Malaysian telehealth software

BookDoc is a mobile application that connects patients with medical care professionals. In 2015, it became the first healthcare online platform in Malaysia that provides such services.

==History==
BookDoc was founded in July 2015 by former BP Healthcare Group managing director Datuk Chevy Beh, and co-founded by Groupon Malaysia founder Joel Neoh Eu-Jin. The app was inspired after a friend of Beh's had a near-death experience. His friend came down with dengue fever. After initially not being diagnosed with such, he was sent home.

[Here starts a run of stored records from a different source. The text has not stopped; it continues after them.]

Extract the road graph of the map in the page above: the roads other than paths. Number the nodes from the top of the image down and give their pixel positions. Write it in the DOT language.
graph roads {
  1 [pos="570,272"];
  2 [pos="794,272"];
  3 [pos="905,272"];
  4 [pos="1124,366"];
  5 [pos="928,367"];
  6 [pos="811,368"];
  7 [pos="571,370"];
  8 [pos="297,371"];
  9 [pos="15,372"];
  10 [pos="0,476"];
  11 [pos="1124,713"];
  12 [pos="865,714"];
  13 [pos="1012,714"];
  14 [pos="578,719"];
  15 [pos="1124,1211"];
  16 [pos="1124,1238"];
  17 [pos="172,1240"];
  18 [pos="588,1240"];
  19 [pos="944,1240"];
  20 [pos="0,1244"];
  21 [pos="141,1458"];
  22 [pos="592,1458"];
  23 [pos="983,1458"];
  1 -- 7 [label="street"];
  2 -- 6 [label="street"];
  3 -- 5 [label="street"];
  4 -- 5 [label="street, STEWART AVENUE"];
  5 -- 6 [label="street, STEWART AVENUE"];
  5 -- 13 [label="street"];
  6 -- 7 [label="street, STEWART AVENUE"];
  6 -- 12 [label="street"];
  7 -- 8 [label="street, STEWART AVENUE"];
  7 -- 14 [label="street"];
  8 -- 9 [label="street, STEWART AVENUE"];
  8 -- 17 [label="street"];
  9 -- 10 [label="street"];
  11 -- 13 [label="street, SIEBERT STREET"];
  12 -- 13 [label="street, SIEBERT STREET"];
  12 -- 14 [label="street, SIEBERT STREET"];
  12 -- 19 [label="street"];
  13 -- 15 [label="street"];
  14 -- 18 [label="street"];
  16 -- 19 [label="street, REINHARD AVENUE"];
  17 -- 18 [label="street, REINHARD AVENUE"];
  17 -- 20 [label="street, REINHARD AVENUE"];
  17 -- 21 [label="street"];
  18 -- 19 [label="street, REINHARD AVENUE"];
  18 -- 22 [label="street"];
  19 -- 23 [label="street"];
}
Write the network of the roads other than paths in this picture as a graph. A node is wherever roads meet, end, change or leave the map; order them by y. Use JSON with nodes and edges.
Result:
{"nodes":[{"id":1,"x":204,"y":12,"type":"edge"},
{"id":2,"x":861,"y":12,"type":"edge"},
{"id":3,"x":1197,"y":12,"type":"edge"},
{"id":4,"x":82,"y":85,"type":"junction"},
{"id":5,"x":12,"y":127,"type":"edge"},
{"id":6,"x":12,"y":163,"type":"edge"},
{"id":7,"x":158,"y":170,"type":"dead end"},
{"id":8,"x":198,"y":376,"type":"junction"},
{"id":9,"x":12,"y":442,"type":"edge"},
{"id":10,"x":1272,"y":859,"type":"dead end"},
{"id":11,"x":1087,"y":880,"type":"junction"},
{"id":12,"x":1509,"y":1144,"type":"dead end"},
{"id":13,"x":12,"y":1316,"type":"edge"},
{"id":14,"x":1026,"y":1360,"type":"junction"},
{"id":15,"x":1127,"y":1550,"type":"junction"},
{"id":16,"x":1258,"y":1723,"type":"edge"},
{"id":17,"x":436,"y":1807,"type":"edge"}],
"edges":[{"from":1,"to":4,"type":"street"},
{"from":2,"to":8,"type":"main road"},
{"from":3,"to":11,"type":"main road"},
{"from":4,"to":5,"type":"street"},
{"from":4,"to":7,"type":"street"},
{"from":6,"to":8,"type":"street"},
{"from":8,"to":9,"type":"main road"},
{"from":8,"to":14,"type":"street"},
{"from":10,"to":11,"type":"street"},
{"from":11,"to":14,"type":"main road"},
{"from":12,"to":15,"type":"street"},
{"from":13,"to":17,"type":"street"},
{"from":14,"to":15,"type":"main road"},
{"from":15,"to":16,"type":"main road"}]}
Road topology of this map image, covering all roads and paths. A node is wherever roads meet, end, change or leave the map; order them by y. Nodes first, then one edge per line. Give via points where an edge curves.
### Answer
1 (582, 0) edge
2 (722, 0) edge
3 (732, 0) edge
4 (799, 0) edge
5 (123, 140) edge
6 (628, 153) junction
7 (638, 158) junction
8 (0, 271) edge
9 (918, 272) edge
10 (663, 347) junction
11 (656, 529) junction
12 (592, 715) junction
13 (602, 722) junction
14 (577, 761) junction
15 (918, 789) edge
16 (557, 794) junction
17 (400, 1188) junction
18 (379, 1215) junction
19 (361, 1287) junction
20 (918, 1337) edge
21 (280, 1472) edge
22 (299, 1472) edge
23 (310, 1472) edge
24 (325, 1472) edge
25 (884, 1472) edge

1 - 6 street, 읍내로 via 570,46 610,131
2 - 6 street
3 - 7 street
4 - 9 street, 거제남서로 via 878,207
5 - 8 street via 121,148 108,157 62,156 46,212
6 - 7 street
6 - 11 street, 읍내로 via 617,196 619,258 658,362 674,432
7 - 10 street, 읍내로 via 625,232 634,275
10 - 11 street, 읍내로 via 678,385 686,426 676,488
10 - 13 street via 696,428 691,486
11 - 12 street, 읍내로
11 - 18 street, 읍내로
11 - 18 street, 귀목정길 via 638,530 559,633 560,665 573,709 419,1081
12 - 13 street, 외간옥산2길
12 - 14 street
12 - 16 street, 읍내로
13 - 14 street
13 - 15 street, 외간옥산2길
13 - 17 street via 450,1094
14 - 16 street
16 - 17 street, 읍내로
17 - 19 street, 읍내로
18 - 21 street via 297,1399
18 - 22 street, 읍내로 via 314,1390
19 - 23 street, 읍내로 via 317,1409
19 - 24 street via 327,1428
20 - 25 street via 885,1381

Three days later his condition worsened and he went to the hospital to be admitted. He was not immediately admitted and his condition worsened. Beh was able to contact the hospital and arrange for his friend's expedited admission, which physicians mentioned saved his life.

Beh had a background in the health care industry and began developing BookDoc as a way to connect patients to health care providers. The goal of the app is to expedite diagnosis and patient care. It was officially launched as an app in October 2015. The company received its first funding in September 2015.

Initial investors in the company include Danny Yeung – founder of Groupon Hong Kong, Datuk Yvonne Chia – former CEO of Hong Leong Bank Berhad, Kenny Thing – Chief Marketing Officer of Manulife Insurance Berhad, Dato Sharil Tarmizi – former Chairman of Malaysian Communication and Multimedia Commission, Dato Dr Maimunah – former Deputy Director General of Health Malaysia, and Lee Mean Yeit – former Head of Strategy of Sime Darby Healthcare.

==Platform==

The platform was initially launched to connect people with healthcare professionals, allowing them to book appointments with doctors using the mobile application. Initially, the app was specific for corporate clients to connect employees with panel clinics and hospitals. Companies using the app have access to an analytic dashboard to view health seeking patterns to help evaluate employee's medical needs.